For the Lab 4 assignment you will be using some XSEDE resources. In order to use these, you need to first create an account on XSEDE. It can take up to a week to enable this account, so please follow the "Get an XSEDE Account" steps today:
1. Get an XSEDE Accout
To set up your XSEDE Account:
-
choose "Create Account" button to request a new account:
Organization: Swarthmore Department: Computer Science Registration Key: pick the 6 first chars your swarthmore user name
-
When you have a choice to select a user name, pick your swarthmore user name (ex. tnewhal1 is mine). If your Swat user name is already in use, pick a different one and let me know what you picked.
It will take a few days, and up to 1 week, for your account to be activated.

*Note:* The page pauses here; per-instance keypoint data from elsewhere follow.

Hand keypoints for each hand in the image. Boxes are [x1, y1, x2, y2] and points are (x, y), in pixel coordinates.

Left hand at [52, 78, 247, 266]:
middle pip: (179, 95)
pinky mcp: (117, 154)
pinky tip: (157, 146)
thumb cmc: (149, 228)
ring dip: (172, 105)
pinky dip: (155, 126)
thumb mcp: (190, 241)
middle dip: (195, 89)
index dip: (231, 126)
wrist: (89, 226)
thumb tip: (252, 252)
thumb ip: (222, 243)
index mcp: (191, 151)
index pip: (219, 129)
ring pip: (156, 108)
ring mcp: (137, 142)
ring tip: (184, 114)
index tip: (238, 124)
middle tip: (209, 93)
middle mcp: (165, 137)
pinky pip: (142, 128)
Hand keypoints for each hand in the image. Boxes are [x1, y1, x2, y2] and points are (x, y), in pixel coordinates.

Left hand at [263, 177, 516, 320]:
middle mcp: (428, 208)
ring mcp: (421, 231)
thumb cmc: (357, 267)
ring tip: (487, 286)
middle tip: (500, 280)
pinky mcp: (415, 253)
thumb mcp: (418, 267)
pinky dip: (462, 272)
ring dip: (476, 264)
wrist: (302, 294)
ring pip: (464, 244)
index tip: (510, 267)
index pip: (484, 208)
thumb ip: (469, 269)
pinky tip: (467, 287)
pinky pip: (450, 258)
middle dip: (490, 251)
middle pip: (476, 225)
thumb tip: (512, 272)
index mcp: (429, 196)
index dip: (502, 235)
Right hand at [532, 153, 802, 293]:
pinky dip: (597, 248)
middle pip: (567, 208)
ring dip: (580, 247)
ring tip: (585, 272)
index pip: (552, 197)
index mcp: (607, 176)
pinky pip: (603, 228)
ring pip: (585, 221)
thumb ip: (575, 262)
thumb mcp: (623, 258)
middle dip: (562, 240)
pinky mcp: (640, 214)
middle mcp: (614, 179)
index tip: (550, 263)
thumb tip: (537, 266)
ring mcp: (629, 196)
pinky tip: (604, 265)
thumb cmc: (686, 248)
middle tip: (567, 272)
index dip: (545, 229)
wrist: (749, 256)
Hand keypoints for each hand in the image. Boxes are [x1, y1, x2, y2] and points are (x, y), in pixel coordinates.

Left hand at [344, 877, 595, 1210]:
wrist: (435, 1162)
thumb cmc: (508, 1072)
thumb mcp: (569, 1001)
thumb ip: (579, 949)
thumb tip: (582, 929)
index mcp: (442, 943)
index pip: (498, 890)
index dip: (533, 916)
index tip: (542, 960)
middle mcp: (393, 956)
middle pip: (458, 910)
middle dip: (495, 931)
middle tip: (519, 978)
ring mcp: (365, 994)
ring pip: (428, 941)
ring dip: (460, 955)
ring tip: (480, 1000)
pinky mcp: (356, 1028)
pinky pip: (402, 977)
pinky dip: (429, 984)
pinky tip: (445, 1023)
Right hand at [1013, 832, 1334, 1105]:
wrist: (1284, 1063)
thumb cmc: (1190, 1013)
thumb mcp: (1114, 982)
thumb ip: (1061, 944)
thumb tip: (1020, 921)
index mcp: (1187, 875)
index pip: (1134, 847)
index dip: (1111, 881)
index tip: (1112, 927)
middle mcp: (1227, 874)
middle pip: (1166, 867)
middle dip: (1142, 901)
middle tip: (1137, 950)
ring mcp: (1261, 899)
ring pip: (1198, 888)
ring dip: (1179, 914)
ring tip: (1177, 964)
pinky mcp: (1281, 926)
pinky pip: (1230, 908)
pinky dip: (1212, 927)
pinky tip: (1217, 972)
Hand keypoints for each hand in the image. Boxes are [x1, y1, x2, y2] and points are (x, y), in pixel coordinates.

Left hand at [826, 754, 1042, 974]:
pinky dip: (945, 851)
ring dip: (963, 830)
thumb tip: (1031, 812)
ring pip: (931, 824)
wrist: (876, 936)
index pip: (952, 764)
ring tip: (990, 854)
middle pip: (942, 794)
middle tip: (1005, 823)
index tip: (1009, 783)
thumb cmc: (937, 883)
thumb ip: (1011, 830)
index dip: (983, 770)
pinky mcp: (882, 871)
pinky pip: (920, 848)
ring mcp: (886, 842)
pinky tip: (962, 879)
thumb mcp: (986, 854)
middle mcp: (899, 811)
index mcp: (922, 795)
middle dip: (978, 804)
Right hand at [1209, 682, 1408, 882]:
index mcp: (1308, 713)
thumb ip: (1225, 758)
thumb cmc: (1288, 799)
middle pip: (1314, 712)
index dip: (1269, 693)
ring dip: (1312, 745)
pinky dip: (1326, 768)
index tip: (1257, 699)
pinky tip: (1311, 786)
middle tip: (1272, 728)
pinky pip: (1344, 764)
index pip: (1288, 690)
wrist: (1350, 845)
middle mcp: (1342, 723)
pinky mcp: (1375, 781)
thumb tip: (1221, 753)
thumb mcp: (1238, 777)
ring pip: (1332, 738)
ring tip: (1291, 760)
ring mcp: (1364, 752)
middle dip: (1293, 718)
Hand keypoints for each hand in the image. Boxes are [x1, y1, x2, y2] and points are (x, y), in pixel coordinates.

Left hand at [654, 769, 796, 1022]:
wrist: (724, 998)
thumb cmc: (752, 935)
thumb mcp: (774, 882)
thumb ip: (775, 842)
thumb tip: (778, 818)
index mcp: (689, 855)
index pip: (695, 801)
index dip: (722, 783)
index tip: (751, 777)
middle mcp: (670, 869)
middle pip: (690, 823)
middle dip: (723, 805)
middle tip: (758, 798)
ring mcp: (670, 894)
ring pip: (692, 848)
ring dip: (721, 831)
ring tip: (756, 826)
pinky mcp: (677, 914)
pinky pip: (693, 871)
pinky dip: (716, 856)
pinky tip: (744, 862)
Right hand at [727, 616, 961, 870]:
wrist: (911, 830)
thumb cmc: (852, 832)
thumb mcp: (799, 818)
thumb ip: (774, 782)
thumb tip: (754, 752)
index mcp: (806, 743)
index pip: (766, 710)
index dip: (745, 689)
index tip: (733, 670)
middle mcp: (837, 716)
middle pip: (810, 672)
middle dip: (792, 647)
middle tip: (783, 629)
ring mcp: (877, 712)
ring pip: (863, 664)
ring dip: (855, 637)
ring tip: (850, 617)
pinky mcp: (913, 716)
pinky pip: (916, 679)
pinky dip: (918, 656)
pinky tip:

2. Setting up Logging into Bridges-2
-
go to https://portal.xsede.org/ and login with your user name, request a password.
-
Select My XSEDE→Profile to see the class' XSEDE Resources and your usage information.
Healthy
means you can log into that XSEDE system. -
I don’t think you need to do this step, but if you have trouble logging into Bridges-2, or you want to add multi-factor authentication, do the following: Choose Enroll in Duo in upper right Add a device. If you have a phone you carry in your pocket, use that. If not contact Andrew Ruether in ITS and he will give you a device to use and help you register it.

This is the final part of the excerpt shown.